Strip out the pictures and output each remaining line of the data word for word.

== Segment start ==

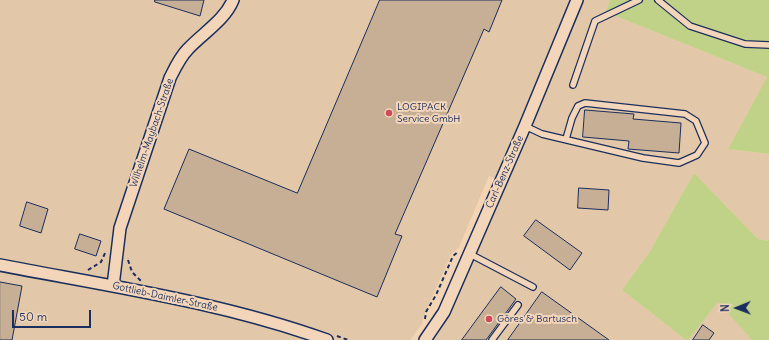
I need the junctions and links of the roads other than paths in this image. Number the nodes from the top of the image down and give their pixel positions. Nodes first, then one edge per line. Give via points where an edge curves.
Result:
1 (233, 0) edge
2 (576, 0) edge
3 (639, 0) edge
4 (658, 0) edge
5 (769, 45) edge
6 (573, 85) dead end
7 (525, 126) junction
8 (566, 139) junction
9 (470, 254) junction
10 (0, 265) edge
11 (113, 286) junction
12 (533, 287) dead end
13 (518, 304) dead end
14 (327, 340) edge
15 (425, 340) edge
16 (492, 340) edge

1 - 11 street, Wilhelm-Maybach-Straße via 218,21 178,62 170,78 120,228
2 - 7 street, Carl-Benz-Straße
3 - 6 lane via 595,20
4 - 5 lane via 690,26 745,44
7 - 8 lane via 542,134
7 - 9 street, Carl-Benz-Straße
8 - 8 lane via 643,158 679,163 697,155 705,143 696,121 684,114 585,103 578,106
9 - 12 lane
9 - 15 street, Carl-Benz-Straße via 444,312
10 - 11 street, Gottlieb-Daimler-Straße
11 - 14 street, Gottlieb-Daimler-Straße via 228,311
13 - 16 lane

== Segment end ==

[RESULT OF THIS EXERCISE]
I need the junctions and links of the roads other than paths in this image. Number the nodes from the top of the image down and give their pixel positions. Nodes first, then one edge per line. Give via points where an edge curves.
Result:
1 (233, 0) edge
2 (576, 0) edge
3 (639, 0) edge
4 (658, 0) edge
5 (769, 45) edge
6 (573, 85) dead end
7 (525, 126) junction
8 (566, 139) junction
9 (470, 254) junction
10 (0, 265) edge
11 (113, 286) junction
12 (533, 287) dead end
13 (518, 304) dead end
14 (327, 340) edge
15 (425, 340) edge
16 (492, 340) edge

1 - 11 street, Wilhelm-Maybach-Straße via 218,21 178,62 170,78 120,228
2 - 7 street, Carl-Benz-Straße
3 - 6 lane via 595,20
4 - 5 lane via 690,26 745,44
7 - 8 lane via 542,134
7 - 9 street, Carl-Benz-Straße
8 - 8 lane via 643,158 679,163 697,155 705,143 696,121 684,114 585,103 578,106
9 - 12 lane
9 - 15 street, Carl-Benz-Straße via 444,312
10 - 11 street, Gottlieb-Daimler-Straße
11 - 14 street, Gottlieb-Daimler-Straße via 228,311
13 - 16 lane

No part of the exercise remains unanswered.